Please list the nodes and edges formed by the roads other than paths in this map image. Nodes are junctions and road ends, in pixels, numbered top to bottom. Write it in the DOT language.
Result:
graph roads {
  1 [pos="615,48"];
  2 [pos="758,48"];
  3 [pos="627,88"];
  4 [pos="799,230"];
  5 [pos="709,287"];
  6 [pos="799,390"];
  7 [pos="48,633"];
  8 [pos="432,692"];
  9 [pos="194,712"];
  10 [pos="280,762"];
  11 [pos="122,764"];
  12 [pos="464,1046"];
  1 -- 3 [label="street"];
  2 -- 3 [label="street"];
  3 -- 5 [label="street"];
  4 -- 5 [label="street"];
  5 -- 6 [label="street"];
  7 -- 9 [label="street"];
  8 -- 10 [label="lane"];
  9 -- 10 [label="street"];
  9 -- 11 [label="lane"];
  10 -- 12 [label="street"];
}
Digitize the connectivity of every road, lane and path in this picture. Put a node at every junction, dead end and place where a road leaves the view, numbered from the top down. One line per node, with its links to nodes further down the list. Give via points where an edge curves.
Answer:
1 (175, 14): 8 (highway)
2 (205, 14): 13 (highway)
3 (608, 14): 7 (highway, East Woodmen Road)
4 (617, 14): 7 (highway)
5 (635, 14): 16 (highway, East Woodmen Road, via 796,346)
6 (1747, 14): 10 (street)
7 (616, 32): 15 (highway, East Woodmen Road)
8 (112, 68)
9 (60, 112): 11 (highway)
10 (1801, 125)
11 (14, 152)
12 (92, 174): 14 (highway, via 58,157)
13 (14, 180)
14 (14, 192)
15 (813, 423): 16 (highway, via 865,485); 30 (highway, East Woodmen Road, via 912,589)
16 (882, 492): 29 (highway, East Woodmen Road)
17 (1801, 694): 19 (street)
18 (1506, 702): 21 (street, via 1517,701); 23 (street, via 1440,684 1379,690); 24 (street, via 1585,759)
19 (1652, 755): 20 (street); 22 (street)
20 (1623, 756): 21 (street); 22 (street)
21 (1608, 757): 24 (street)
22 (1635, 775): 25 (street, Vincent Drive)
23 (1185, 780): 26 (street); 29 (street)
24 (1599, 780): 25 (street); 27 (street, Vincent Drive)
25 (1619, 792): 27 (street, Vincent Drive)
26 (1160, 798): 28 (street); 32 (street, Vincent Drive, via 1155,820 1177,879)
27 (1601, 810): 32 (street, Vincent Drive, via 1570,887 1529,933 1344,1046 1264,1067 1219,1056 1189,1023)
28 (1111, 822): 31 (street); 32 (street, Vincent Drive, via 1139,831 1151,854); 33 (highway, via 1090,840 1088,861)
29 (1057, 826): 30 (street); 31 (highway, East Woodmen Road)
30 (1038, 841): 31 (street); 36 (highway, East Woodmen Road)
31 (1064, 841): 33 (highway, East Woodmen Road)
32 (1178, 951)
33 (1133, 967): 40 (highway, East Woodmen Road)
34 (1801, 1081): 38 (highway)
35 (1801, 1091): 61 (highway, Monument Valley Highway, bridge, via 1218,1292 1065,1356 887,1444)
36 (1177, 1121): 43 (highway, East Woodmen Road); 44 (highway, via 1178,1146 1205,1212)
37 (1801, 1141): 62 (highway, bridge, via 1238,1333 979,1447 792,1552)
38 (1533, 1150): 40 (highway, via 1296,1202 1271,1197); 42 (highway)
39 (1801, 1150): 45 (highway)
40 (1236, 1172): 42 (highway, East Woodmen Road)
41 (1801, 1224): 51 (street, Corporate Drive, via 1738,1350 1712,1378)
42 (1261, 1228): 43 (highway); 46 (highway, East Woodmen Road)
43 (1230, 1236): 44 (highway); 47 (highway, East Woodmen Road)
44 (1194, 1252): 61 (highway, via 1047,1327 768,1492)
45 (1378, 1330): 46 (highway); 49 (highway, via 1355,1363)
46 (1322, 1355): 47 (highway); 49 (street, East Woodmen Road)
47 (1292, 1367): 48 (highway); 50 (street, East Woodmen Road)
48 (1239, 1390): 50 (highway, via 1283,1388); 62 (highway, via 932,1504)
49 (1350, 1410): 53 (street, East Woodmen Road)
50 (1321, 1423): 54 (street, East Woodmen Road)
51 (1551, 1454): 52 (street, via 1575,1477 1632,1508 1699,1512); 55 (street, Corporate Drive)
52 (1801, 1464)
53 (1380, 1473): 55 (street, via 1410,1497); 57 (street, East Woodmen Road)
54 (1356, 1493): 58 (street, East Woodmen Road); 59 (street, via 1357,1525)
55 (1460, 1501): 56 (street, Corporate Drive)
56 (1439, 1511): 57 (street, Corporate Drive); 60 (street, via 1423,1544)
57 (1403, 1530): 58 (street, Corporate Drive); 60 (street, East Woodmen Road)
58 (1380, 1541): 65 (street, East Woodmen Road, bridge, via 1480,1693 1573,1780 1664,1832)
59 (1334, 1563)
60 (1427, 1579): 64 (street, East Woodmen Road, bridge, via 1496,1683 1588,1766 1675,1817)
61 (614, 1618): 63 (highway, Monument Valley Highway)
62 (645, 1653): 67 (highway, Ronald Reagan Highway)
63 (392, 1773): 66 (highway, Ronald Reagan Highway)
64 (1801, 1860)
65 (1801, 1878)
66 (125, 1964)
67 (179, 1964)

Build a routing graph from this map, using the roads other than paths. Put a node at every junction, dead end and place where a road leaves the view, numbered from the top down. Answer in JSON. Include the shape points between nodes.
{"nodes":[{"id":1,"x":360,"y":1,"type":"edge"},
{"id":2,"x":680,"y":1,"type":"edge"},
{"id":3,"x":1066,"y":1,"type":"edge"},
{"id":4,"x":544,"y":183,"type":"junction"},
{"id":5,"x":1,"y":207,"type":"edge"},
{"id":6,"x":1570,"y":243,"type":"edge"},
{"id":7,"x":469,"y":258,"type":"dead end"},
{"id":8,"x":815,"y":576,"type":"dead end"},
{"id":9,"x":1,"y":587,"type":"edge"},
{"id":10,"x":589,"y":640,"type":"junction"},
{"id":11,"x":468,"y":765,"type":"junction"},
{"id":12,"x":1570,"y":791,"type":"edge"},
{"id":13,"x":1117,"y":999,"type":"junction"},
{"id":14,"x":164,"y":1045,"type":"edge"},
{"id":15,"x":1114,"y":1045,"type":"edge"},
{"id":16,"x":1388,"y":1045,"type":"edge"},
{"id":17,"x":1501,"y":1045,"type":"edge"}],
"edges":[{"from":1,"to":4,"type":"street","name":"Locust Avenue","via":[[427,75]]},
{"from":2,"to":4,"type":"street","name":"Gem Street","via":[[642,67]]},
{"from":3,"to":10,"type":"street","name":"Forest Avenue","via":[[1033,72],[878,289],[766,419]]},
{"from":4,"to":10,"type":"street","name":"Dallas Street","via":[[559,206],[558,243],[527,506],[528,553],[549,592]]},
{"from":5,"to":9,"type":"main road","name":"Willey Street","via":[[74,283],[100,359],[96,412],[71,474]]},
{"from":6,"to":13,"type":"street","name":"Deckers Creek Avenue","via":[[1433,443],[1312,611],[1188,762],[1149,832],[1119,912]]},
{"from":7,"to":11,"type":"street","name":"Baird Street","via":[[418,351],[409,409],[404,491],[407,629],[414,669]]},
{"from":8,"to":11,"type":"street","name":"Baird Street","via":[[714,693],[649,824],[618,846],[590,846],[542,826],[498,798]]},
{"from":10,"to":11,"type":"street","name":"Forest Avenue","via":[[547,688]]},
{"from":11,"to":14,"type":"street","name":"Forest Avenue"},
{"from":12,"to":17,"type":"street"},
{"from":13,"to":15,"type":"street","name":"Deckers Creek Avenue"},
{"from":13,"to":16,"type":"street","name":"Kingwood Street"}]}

◆ Work to complete ◆
Go through the records and pull out each line that includes the word "place".

◆ Answer area ◆
Digitize the connectivity of every road, lane and path in this picture. Put a node at every junction, dead end and place where a road leaves the view, numbered from the top down. One line per node, with its links to nodes further down the list. Give via points where an edge curves.
Build a routing graph from this map, using the roads other than paths. Put a node at every junction, dead end and place where a road leaves the view, numbered from the top down. Answer in JSON. Include the shape points between nodes.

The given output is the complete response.